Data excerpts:
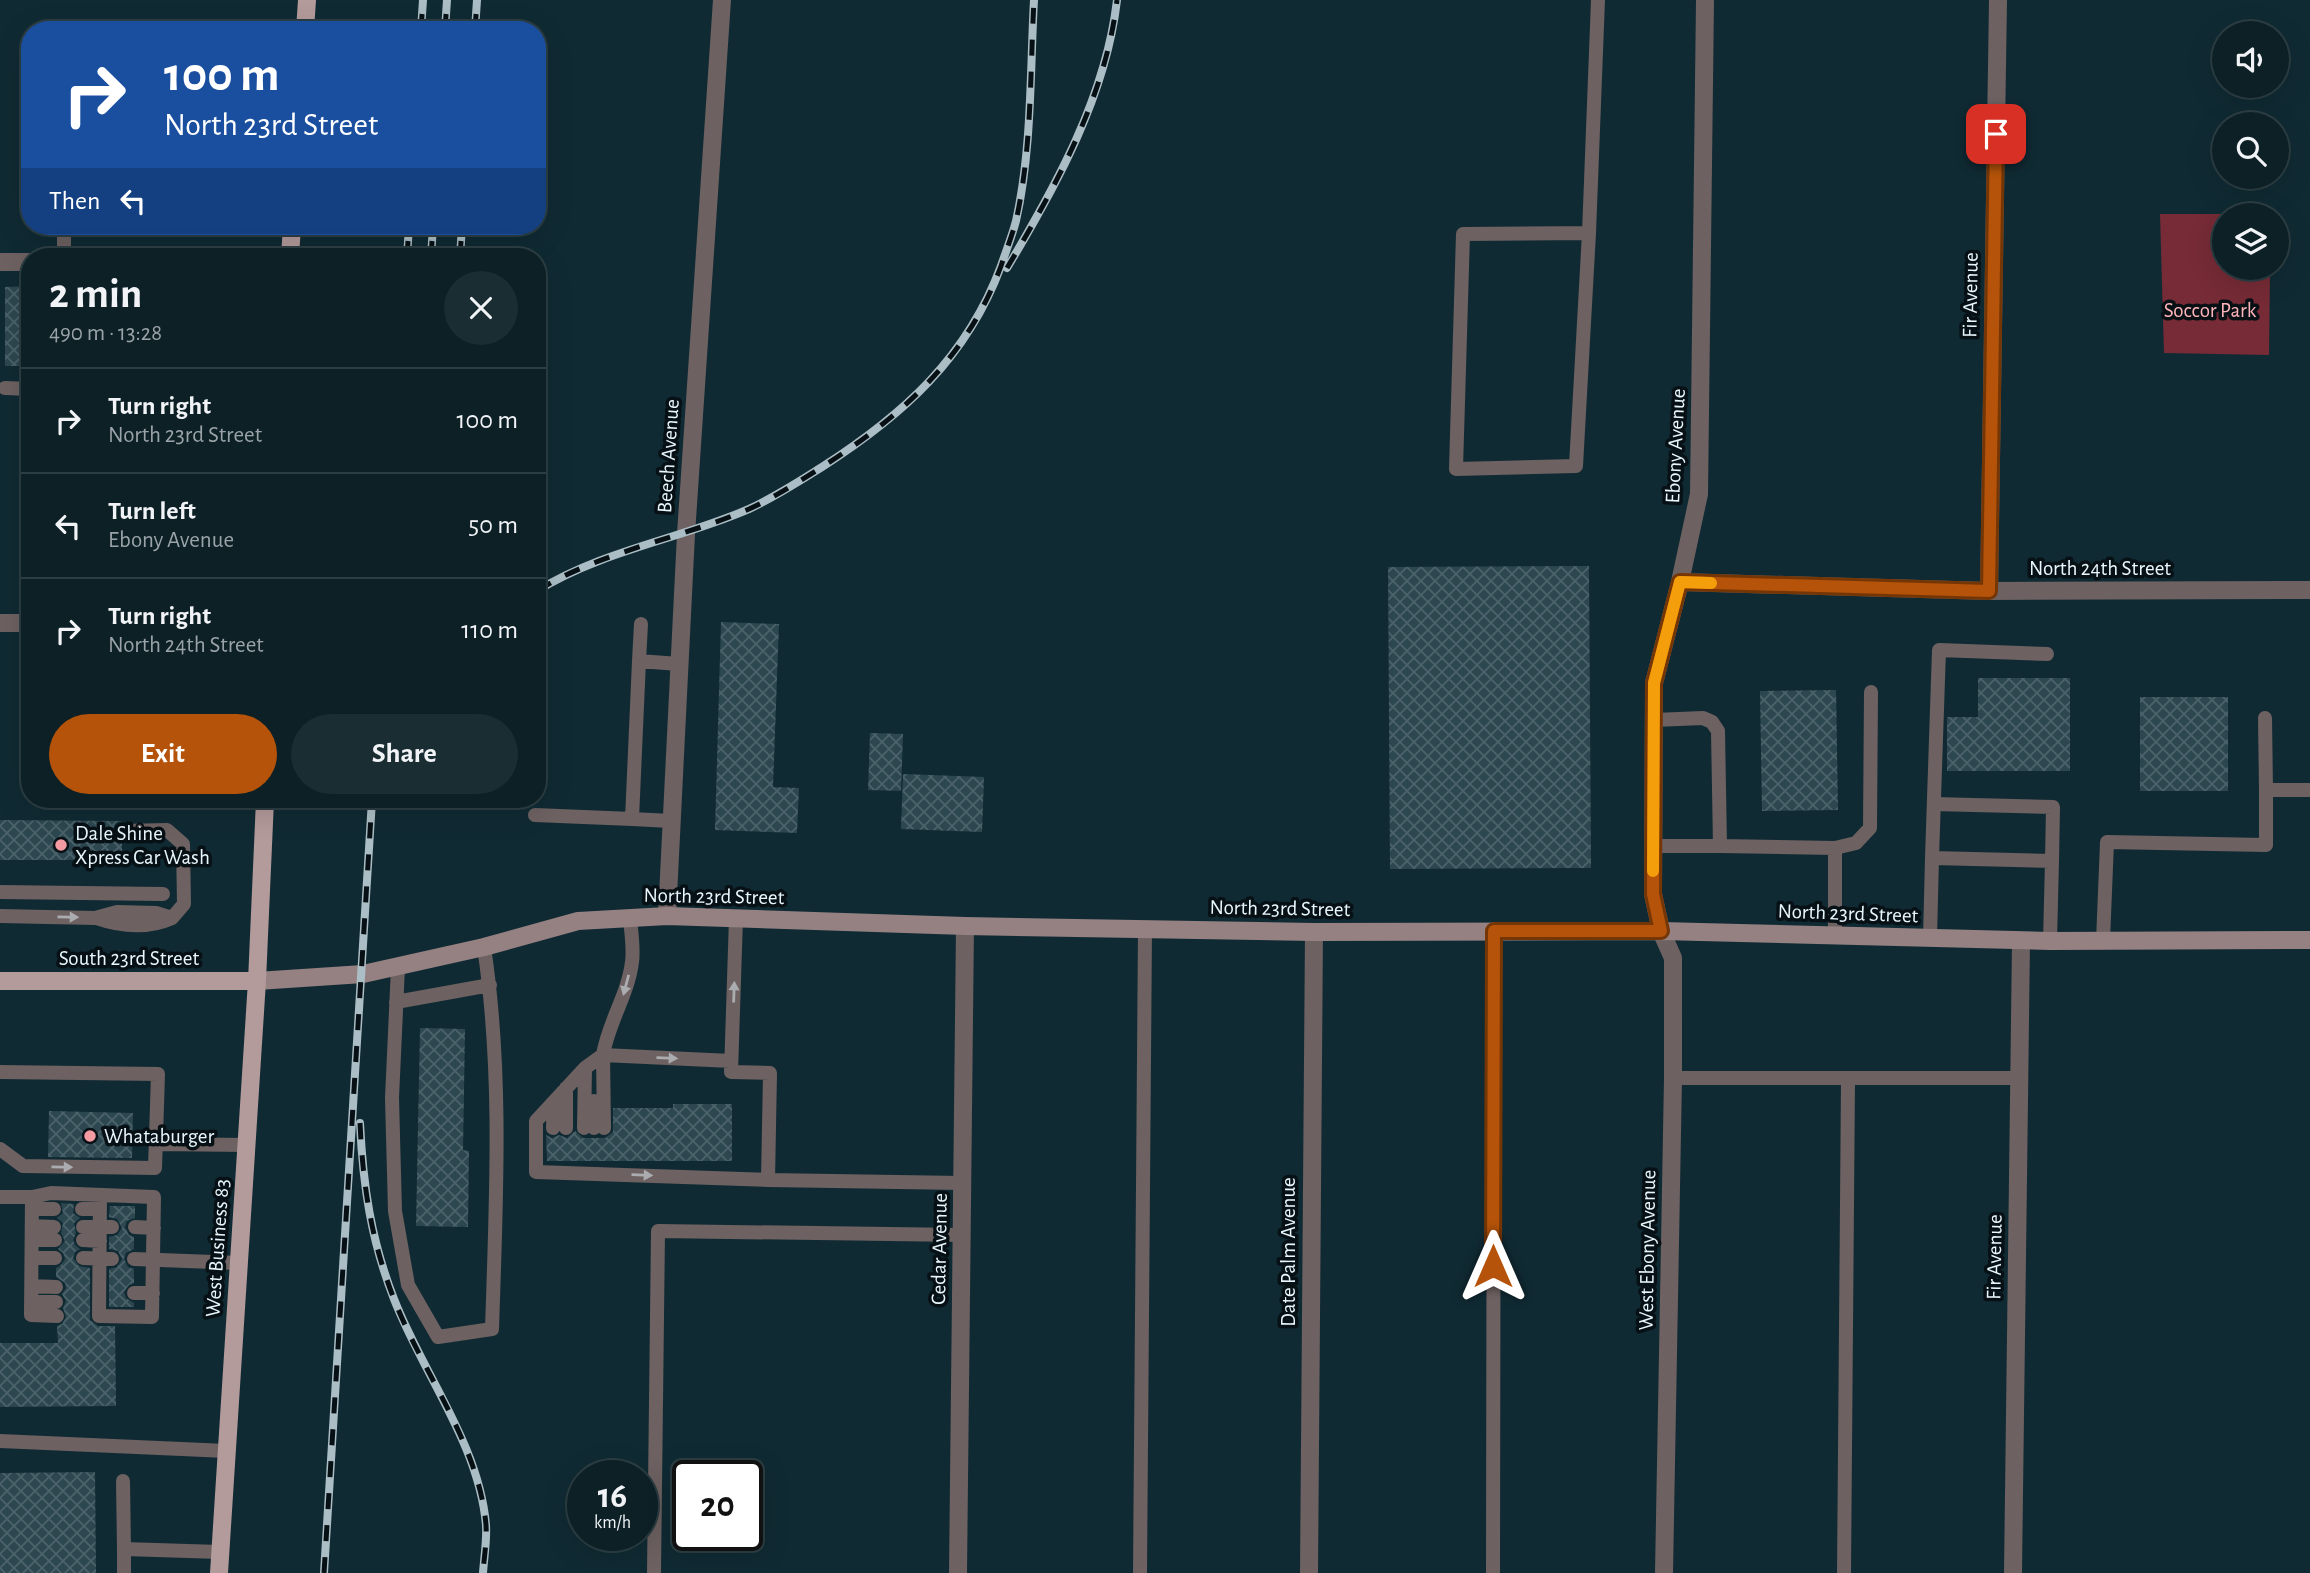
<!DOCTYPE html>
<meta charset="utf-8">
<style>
body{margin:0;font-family:"Alegreya Sans",sans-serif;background:#1a2d32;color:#f1f3f6;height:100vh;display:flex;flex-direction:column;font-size:26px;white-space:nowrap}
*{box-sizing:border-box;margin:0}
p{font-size:23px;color:#9aa3a7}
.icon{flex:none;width:38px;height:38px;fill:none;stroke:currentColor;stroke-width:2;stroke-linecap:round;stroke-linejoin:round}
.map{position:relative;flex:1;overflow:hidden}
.drawer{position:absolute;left:21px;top:248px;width:525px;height:560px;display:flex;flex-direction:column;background:#0c2026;border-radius:28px;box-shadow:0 7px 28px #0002,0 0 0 2px #2c3e43}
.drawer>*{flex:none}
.banner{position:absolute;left:21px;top:21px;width:525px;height:214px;border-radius:28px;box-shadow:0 7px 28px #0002,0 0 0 2px #2c3e43;background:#1a4fa0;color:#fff;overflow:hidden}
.buttons{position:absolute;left:2212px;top:21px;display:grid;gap:14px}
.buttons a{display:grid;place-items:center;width:77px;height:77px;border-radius:50%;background:#0c2026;box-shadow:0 7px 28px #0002,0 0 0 2px #2c3e43;font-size:35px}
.speed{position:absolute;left:567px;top:1460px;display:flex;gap:14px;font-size:35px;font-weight:700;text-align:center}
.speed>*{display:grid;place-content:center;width:91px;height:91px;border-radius:50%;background:#0c2026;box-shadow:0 7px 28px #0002,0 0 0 2px #2c3e43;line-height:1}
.speed small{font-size:18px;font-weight:400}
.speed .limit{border:4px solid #111;border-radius:10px;background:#fff;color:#111}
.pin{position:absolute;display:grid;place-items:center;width:60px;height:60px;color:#fff;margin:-30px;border-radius:14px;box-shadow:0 4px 10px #0006}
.me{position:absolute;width:77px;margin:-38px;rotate:0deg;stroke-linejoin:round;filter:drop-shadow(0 0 5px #0008)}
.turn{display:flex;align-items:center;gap:24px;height:147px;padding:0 28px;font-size:32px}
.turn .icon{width:91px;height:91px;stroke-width:2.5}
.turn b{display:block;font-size:49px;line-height:60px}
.then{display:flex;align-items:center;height:66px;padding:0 28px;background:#0003;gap:14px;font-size:26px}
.round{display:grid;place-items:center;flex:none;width:74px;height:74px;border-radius:37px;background:#1a2d32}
.overview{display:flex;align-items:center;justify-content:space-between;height:119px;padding:0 28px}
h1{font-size:42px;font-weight:700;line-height:52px}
.action{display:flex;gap:14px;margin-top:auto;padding:14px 28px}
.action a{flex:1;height:80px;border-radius:42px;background:#b45309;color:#fff;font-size:28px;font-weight:700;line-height:80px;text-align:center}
.action a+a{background:#1a2d32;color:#f1f3f6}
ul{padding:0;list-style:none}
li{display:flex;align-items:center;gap:21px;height:105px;padding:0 28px;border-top:2px solid #2c3e43}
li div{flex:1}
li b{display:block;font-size:26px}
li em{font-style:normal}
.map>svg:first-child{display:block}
.green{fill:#762b36}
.building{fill:url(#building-cross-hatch)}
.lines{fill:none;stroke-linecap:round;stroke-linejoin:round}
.service{stroke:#6d6161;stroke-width:14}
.minor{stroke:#6d6161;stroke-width:18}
.secondary{stroke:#958182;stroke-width:18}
.primary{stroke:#b39a9b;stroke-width:18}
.rail-casing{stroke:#acbec5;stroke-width:8}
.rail{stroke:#071115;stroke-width:5;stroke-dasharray:16;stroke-linecap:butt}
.oneway{fill:#aaacaf}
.route-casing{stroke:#753606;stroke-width:18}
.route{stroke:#b45309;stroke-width:12}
.slow{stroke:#f59e0b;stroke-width:12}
.poi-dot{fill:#f49aa2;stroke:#071115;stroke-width:2.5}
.labels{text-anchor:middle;stroke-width:7;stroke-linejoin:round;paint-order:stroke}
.street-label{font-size:21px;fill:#e8f7fd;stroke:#071115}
.park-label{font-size:21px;fill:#ffb4ba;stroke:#071115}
.poi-label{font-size:21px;fill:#e8f7fd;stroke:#071115;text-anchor:start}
</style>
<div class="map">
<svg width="2310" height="1573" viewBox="0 0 2310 1573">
<defs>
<pattern id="building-cross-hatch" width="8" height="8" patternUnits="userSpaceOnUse" patternTransform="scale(1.75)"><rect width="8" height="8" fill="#2d4750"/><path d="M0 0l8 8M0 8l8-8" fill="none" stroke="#4b626a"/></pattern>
</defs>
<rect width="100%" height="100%" fill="#102a33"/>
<path class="green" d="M2160,214H2270L2224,215V268H2270L2269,355L2164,353Z"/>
<path class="building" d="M30,286V366H5V287Z
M1589,566L1591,868L1390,869L1388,567Z
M721,622L779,624L773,787L799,788L797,833L715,830Z
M1978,678H2070V771H1947V717H1978Z
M1836,690L1838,810L1762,811L1760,691Z
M2140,697H2228V791H2140Z
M870,733L903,734L901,791L868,790Z
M903,774L984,777L982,832L901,829Z
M0,820L122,821L116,823L112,831L114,837L122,841V860H0Z
M420,1028L465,1029L463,1150L469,1151L468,1227L416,1226Z
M673,1104H732V1161H547L546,1135L552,1138L559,1135L567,1138L575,1131L583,1138H605L613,1132V1108H673Z
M49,1111L133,1113L132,1158L48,1157Z
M61,1203L74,1204L73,1213L80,1218L74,1223L76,1233L73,1240L75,1245L80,1249L75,1252L73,1258L79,1266L90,1268V1320L98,1326H115L116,1406L0,1407V1343H58L57,1326L62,1324L66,1317L63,1308L66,1301L62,1294L66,1288L65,1283L56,1277V1268L60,1266L65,1259L63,1253L58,1249L65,1241L61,1233L63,1223L57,1218L63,1213Z
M110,1206H135V1218L127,1221L125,1227L129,1235L134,1237V1249L126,1253L124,1259L128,1267L134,1269V1283L129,1285L124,1292L126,1298L134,1303V1307H109V1269L117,1267L122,1259L118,1251L109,1249V1237L117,1235L122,1228L117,1219L109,1217Z
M95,1472L96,1573H0V1473Z"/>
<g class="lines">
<path class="service" d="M1589,233L1463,234L1456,469L1576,466L1589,233L1598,0
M64,257V226
M5,388L30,389
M641,624L639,661L679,664
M639,661L632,819L671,821
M2265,718L2266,790
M1934,804L2053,807L2052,861
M535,815L632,819
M1653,846H1720L1718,731L1712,722L1703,718L1654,720
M1720,846L1835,848V936
M1835,848L1856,843L1870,828L1871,692
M1932,858L1939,650L2047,654
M0,892L163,894
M0,916L95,918L117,912L156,913L172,918L184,904L183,844L167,830L122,831
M96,918C122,927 147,929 172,918
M630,918C631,932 634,948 632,962C628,995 608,1023 603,1055L585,1068L536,1121V1172L768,1180L962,1183
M736,918L731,1072L770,1073L768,1180
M1930,938L1932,858L2052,861L2050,941
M2103,941L2107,842L2266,845V790H2310
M398,967L392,1098L395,1211L408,1285L438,1337L492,1329C496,1202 503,1074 484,947
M396,1002L490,985
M0,1072L158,1074L155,1168L23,1166L0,1149
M1673,1078H2019
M553,1128L554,1102
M566,1128V1088
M584,1128L585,1068
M594,1128V1101
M604,1128L603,1055L731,1061
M156,1144L247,1145
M0,1197H32L51,1193L154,1197L152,1317L99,1316L100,1195
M32,1197L31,1315L57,1316
M32,1209H54
M82,1209H100
M32,1226L54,1227
M83,1227H112
M135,1227L154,1228
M32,1240H55
M83,1240L100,1241
M32,1258H55
M83,1258L112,1259
M134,1259L239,1263
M32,1286L56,1287
M134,1293H153
M31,1302H56
M0,1441L227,1451
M123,1481L124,1549
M124,1573V1549L220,1552
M654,1573L658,1231L962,1235
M1140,1573L1145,929
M1493,1573L1494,931
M1844,1573L1848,1080"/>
<path class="minor" d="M0,262H30
M1680,582L1989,591L2310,590
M1989,591L1998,0
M0,623H30
M667,916L686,534L722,0
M958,1573L965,926
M1309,1573L1314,932
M1664,1573L1673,1078V958L1661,931L1653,894L1654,683L1680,582L1699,494L1705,0
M2013,1573L2021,941"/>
<path class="secondary" d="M257,981L363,974L484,947L578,921L667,916L965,926L1314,932L1661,931L2050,941L2310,940"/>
<path class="primary" d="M305,30L307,0
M290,257L292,226
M0,981H257
M219,1573L257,981L265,800"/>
<g class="rail-casing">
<path id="rail" d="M421,30L423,0
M445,30L447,0
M475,30L477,0
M407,257L409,226
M431,257L433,226
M460,257L462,226
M1007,268C1056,186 1106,96 1117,0
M537,591C601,551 680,539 749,509C775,497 798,482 822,467C903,415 967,358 1001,266C1006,251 1012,236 1016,221C1032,149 1030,73 1034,0
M360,1123C363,1186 371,1240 394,1299C423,1374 479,1444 486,1525C487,1541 484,1558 483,1573
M324,1573L372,800"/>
</g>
<use href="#rail" class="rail"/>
</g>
<defs><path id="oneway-solid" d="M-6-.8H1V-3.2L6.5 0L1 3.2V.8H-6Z" transform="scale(1.75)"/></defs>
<g class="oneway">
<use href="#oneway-solid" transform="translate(68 917) rotate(1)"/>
<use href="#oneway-solid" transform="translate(626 985) rotate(105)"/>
<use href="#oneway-solid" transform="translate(734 992) rotate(-88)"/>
<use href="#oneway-solid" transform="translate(667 1058) rotate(2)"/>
<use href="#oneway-solid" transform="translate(62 1167) rotate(1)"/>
<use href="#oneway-solid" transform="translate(642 1175) rotate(2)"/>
</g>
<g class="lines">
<g class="route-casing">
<path id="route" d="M1493,1266L1494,931H1661L1653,894L1654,683L1680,582L1989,591L1996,134"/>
</g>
<use href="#route" class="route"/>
<path class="slow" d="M1653,871L1654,683L1680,582L1711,583"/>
</g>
<g class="poi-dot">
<circle cx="61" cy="845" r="7"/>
<circle cx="90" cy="1136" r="7"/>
</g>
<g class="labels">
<g class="street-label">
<text transform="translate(1970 295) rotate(-89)" y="7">Fir Avenue</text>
<text transform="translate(1675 446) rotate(-87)" y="7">Ebony Avenue</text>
<text transform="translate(668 456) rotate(-86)" y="7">Beech Avenue</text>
<text x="2100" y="575">North 24th Street</text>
<text transform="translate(714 896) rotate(1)" y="7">North 23rd Street</text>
<text transform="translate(1280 908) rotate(1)" y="7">North 23rd Street</text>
<text transform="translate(1848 913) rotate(2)" y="7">North 23rd Street</text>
<text x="129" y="965">South 23rd Street</text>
<text transform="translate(217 1248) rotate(-86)" y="7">West Business 83</text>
<text transform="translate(939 1249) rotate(-89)" y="7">Cedar Avenue</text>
<text transform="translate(1647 1250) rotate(-89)" y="7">West Ebony Avenue</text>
<text transform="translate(1288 1252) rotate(-90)" y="7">Date Palm Avenue</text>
<text transform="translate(1994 1257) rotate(-89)" y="7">Fir Avenue</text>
</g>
<g class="park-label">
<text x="2210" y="317">Soccor Park</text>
</g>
<g class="poi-label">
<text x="75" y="840">Dale Shine<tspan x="75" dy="24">Xpress Car Wash</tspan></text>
<text x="104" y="1143">Whataburger</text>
</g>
</g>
</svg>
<div class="buttons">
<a><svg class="icon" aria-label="sound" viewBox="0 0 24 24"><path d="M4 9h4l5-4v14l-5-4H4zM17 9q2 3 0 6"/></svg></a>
<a><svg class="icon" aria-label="search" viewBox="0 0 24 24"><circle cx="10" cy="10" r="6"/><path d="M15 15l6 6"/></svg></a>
<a><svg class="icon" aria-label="layers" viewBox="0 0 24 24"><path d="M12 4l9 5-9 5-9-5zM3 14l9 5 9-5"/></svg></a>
</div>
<div class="speed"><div>16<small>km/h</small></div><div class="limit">20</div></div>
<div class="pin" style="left:1996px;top:134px;background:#d93025"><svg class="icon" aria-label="arrive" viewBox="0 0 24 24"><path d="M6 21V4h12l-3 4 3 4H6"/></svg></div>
<svg class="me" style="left:1493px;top:1266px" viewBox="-20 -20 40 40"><path d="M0-17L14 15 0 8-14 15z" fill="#b45309" stroke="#fff" stroke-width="4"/></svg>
<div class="banner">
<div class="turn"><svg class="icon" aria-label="right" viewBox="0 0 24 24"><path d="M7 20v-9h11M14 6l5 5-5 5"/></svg><div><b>100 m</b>North 23rd Street</div></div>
<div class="then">Then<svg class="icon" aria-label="left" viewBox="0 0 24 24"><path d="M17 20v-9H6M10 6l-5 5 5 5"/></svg></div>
</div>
<section class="drawer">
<div class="overview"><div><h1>2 min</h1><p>490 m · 13:28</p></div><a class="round"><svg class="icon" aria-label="close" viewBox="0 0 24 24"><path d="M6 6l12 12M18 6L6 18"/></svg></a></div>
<ul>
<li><svg class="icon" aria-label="right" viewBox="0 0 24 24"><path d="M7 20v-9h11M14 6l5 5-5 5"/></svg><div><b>Turn right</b><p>North 23rd Street</p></div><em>100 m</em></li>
<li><svg class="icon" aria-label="left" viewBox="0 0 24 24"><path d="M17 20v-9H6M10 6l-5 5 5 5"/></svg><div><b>Turn left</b><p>Ebony Avenue</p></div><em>50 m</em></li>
<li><svg class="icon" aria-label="right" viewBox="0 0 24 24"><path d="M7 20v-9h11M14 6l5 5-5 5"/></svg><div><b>Turn right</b><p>North 24th Street</p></div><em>110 m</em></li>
</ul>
<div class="action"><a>Exit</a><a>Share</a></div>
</section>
</div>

What you need to do:
Wherever a line above contains the string "buttons", count it; then give the total alone.

Completed task:
3